----- Given records

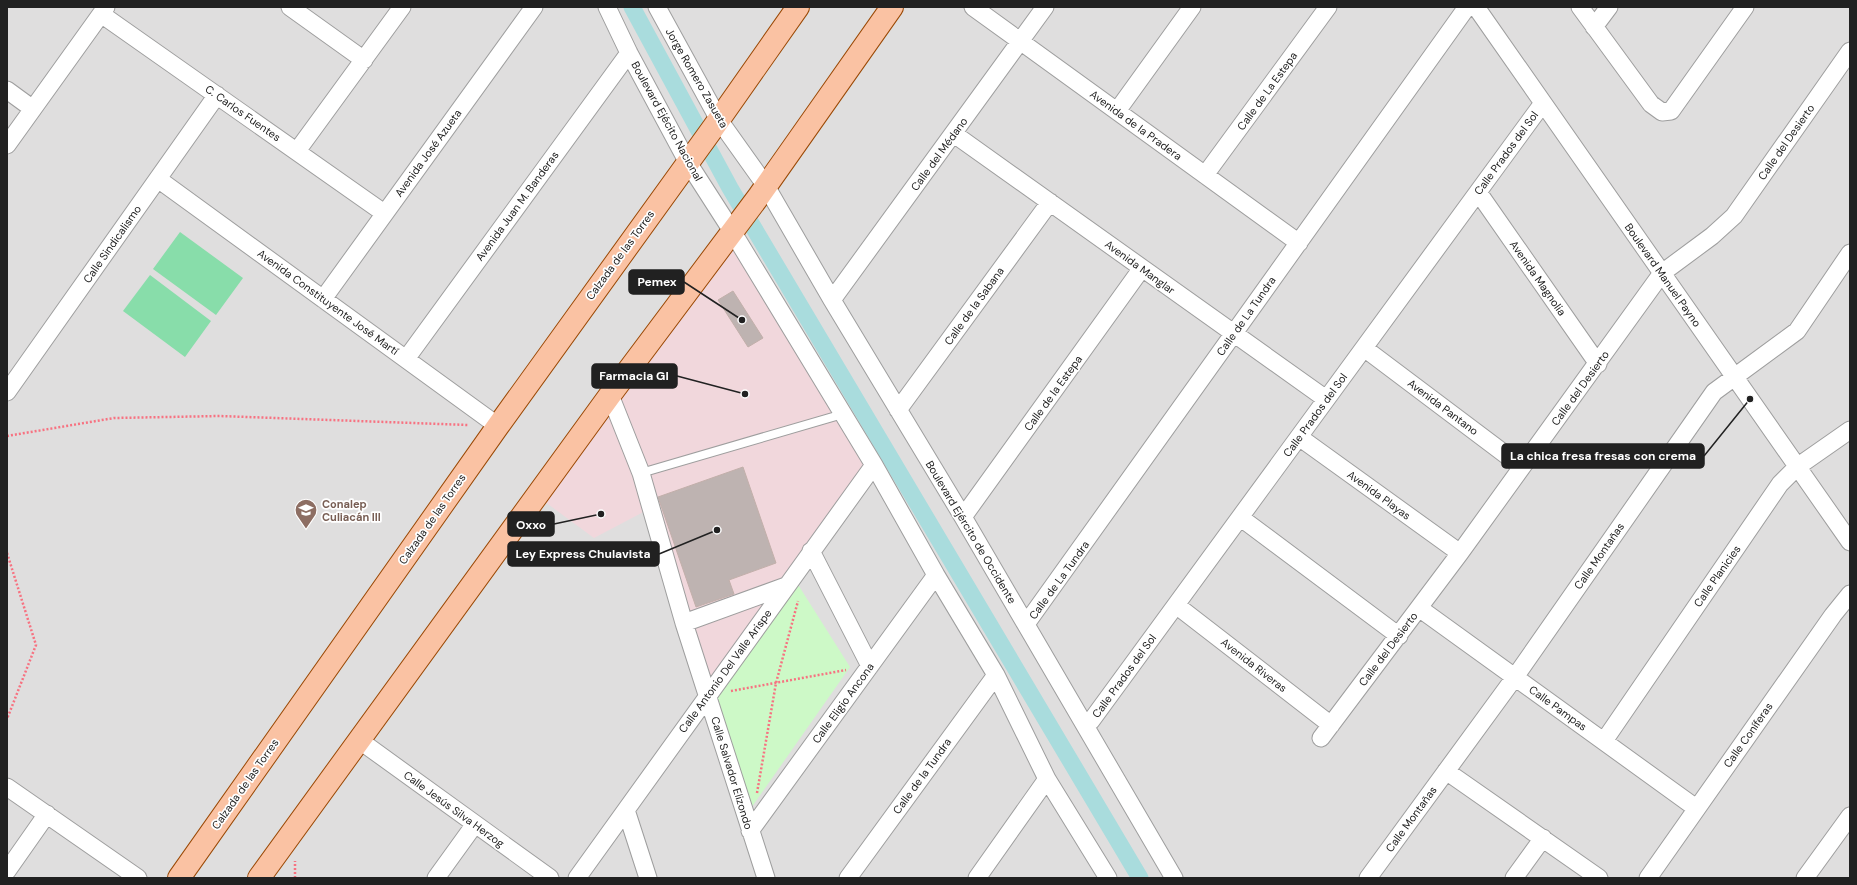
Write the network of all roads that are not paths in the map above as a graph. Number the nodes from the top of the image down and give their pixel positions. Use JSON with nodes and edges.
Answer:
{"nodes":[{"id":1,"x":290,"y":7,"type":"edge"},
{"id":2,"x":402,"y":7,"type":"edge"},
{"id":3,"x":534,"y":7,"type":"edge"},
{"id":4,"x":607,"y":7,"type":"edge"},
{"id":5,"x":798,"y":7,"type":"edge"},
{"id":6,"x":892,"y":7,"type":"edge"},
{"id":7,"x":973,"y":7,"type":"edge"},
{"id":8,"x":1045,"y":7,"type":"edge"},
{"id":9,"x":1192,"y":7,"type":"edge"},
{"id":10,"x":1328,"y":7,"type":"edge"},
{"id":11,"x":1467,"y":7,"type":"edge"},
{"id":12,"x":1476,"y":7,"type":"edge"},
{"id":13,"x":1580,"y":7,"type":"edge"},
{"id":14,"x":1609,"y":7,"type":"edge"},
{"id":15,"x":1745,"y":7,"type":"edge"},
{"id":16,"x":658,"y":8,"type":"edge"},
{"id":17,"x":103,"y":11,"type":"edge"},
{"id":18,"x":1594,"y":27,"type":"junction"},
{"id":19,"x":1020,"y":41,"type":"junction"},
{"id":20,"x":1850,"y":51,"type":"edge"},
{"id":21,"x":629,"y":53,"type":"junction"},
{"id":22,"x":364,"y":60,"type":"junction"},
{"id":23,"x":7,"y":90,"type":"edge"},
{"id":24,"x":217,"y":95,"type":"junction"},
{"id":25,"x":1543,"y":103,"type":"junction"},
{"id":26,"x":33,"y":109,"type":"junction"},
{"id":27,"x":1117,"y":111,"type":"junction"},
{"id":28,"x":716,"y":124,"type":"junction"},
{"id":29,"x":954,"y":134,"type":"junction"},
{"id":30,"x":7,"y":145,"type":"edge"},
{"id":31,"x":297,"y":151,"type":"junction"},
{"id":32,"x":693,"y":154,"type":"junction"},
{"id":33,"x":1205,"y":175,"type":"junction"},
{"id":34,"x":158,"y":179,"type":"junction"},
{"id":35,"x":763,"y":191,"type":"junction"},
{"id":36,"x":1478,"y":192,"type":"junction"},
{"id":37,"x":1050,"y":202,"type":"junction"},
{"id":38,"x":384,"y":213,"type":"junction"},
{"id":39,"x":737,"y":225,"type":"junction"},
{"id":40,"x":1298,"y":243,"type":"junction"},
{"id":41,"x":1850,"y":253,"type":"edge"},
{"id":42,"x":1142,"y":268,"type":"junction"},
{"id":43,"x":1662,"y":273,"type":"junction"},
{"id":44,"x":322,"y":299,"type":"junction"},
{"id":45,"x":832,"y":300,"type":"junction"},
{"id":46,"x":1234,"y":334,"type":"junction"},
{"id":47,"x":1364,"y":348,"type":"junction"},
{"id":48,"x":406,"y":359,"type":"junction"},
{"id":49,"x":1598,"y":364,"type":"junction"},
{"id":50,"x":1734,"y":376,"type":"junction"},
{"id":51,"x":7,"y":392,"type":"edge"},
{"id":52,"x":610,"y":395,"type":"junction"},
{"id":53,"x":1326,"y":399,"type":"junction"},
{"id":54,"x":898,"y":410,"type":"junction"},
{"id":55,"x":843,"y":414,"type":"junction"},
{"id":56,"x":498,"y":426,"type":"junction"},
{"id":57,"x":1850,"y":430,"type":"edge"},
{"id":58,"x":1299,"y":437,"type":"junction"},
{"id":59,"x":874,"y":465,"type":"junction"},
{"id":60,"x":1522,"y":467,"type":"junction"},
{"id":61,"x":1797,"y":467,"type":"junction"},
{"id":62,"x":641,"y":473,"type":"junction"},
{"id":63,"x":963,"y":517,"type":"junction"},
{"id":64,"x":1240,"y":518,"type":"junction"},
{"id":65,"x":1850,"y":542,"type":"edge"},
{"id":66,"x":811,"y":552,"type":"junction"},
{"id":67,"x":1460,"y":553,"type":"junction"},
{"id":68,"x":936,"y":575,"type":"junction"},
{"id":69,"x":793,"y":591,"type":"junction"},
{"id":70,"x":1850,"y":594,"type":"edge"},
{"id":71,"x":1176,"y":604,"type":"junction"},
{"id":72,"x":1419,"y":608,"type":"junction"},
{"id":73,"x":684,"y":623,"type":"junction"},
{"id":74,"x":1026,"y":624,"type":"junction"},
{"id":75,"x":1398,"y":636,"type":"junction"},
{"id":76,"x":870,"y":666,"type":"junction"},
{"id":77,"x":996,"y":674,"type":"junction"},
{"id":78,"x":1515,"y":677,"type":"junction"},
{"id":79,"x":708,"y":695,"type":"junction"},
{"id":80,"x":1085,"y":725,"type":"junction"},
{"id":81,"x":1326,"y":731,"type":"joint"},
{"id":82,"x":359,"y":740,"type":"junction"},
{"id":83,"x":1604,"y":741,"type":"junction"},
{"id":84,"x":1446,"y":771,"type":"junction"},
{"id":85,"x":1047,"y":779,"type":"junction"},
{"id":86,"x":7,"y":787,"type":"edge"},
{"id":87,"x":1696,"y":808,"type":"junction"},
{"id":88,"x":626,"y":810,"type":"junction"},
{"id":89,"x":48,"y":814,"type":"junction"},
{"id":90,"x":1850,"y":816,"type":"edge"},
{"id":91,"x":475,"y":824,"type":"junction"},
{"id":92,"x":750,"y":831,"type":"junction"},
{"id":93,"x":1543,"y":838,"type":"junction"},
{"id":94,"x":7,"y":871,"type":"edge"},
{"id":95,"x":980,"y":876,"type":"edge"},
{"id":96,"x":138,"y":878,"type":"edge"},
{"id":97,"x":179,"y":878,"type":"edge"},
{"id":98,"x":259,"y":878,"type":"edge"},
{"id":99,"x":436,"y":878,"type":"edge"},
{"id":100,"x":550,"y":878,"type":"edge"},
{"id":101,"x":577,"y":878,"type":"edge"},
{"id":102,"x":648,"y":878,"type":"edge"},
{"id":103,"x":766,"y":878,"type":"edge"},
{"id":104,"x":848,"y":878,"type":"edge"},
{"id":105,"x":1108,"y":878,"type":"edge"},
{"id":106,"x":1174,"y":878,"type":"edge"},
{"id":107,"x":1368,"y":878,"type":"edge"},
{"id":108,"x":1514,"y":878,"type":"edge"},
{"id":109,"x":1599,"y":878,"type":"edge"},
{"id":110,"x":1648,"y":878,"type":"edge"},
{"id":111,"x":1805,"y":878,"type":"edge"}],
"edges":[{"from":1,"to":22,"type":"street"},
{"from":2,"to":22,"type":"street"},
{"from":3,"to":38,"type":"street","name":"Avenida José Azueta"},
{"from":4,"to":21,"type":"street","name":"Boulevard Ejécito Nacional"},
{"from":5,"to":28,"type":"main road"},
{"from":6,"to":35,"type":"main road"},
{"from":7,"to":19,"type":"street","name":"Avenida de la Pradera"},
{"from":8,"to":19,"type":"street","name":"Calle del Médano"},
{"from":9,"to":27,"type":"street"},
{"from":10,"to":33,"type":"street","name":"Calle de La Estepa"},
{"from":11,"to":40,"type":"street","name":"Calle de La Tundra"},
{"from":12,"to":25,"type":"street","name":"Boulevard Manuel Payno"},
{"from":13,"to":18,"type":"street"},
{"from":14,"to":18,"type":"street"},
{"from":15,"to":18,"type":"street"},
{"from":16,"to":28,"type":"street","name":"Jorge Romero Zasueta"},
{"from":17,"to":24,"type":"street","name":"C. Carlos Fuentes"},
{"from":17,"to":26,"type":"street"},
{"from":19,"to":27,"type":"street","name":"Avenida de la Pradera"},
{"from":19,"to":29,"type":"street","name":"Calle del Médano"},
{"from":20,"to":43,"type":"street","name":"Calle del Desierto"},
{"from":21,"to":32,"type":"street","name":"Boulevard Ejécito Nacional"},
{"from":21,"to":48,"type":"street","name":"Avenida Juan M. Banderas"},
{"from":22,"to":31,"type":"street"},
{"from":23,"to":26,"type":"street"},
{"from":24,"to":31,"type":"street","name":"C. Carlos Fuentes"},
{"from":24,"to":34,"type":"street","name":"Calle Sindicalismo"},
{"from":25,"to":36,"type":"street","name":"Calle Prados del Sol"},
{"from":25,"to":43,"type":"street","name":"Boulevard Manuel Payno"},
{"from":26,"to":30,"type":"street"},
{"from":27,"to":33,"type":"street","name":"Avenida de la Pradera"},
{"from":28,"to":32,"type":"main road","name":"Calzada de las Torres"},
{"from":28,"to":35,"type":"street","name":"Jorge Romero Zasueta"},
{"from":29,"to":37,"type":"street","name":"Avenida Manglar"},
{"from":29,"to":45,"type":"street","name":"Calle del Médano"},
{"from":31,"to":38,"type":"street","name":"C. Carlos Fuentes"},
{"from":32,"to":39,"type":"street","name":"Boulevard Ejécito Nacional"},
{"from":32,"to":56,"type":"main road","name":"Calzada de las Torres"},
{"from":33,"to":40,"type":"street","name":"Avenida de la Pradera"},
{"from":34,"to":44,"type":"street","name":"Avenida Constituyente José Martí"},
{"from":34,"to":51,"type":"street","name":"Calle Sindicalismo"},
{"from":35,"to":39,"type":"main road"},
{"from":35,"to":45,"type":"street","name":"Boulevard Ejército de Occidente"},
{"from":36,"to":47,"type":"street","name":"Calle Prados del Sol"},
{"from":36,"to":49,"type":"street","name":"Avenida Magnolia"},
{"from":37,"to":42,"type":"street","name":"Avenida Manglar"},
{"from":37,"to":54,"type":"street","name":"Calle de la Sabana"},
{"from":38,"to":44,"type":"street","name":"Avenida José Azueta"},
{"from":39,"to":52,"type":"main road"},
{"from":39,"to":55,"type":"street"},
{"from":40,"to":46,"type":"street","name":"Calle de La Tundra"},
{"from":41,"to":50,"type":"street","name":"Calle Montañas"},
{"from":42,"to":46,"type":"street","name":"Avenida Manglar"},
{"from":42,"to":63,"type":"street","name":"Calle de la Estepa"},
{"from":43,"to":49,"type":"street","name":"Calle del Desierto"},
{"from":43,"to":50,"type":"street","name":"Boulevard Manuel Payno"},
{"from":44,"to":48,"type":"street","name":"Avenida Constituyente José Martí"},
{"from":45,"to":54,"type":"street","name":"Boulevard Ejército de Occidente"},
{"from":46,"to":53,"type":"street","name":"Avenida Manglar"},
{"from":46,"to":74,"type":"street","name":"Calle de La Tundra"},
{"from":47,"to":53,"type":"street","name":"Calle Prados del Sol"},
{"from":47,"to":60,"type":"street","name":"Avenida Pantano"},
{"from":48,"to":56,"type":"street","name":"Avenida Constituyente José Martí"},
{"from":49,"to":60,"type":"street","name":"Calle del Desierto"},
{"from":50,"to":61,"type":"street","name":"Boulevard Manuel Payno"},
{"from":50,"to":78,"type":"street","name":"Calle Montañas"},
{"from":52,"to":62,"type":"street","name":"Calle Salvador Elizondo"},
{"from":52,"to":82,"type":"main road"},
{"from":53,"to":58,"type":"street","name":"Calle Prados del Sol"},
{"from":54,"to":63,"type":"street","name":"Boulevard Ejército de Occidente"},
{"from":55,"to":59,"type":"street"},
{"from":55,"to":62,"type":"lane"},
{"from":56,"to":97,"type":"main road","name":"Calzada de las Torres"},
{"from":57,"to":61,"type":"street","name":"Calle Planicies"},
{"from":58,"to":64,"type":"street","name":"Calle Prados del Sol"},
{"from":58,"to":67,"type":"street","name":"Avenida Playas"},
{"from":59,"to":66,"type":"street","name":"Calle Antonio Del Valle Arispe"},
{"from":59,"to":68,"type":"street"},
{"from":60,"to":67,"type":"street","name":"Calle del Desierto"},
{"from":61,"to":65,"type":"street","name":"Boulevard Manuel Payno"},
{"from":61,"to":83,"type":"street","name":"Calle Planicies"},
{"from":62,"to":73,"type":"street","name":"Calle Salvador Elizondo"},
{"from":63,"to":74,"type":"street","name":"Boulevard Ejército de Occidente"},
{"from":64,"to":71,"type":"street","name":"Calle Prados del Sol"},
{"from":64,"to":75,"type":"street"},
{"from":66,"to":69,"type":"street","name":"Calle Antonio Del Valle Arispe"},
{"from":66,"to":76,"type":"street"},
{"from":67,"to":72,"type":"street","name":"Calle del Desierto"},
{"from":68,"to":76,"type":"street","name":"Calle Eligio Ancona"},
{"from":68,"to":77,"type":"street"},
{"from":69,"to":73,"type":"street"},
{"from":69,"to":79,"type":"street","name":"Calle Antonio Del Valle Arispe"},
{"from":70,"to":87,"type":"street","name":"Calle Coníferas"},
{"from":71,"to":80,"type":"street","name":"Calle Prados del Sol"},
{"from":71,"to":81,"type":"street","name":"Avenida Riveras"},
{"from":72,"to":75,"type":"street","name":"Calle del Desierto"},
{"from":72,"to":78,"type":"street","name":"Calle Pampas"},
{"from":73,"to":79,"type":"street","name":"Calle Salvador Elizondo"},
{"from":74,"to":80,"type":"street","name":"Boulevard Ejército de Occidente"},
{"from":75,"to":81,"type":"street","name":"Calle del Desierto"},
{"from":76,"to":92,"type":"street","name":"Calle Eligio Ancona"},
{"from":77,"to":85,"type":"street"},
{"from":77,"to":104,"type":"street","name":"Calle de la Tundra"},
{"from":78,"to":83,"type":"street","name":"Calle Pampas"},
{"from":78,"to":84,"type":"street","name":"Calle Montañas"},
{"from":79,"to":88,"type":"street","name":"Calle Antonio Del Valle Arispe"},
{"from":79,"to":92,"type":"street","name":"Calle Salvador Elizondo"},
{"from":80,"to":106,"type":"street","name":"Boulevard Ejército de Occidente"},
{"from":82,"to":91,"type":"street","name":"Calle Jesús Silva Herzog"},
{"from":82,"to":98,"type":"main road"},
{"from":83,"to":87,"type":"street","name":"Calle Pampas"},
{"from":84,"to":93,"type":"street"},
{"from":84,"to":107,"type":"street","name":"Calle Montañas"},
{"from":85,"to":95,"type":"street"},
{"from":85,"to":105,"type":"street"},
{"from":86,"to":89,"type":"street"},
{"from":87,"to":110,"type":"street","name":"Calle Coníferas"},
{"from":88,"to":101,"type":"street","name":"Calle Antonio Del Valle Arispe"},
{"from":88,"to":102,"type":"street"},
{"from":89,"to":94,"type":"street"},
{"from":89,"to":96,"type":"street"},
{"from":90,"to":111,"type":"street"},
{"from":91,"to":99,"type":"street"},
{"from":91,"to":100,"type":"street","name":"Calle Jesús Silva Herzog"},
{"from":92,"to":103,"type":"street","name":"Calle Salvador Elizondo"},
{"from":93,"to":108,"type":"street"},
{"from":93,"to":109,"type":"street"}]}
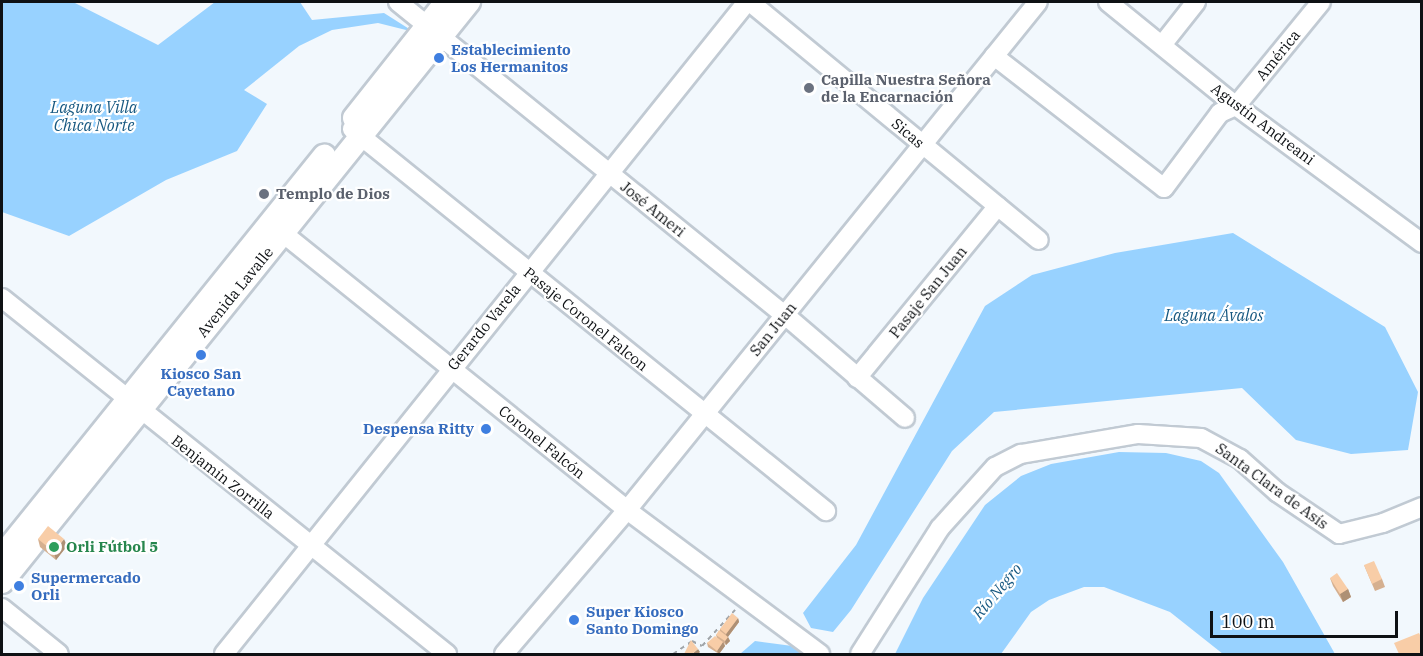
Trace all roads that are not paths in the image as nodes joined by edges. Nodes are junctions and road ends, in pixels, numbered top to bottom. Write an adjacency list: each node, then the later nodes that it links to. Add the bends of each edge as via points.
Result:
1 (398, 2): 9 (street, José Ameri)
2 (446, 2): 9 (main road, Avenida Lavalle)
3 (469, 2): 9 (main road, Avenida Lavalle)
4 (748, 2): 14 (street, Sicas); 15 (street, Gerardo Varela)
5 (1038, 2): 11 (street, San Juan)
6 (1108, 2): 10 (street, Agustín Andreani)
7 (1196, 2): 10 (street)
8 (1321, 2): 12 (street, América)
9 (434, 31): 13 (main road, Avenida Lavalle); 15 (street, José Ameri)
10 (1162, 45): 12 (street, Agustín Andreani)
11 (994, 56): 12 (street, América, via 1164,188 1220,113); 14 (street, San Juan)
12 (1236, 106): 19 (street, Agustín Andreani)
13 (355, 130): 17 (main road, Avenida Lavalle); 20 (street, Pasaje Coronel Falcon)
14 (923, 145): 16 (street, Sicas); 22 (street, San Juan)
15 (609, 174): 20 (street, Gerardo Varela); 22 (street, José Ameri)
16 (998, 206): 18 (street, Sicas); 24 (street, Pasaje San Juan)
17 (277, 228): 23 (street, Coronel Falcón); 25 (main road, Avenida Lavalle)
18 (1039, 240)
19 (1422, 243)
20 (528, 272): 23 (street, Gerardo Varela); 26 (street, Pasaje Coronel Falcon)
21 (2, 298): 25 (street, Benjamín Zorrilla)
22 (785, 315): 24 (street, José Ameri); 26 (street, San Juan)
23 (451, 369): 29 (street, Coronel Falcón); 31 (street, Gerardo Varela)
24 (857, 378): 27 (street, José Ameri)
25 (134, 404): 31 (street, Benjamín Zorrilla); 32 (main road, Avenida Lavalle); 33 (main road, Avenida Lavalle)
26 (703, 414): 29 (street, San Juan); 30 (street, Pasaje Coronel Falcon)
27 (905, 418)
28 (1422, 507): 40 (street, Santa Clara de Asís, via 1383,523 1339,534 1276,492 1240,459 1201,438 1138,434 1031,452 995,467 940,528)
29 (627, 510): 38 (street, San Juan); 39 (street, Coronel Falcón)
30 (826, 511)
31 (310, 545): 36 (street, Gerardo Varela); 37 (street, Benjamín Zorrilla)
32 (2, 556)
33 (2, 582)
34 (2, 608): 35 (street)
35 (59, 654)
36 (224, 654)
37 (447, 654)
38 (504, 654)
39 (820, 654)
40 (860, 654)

----------

**Action item:** In the records above, find every line containing the word "Ejécito" and show it.

**The completed task:**
{"from":4,"to":21,"type":"street","name":"Boulevard Ejécito Nacional"},
{"from":21,"to":32,"type":"street","name":"Boulevard Ejécito Nacional"},
{"from":32,"to":39,"type":"street","name":"Boulevard Ejécito Nacional"},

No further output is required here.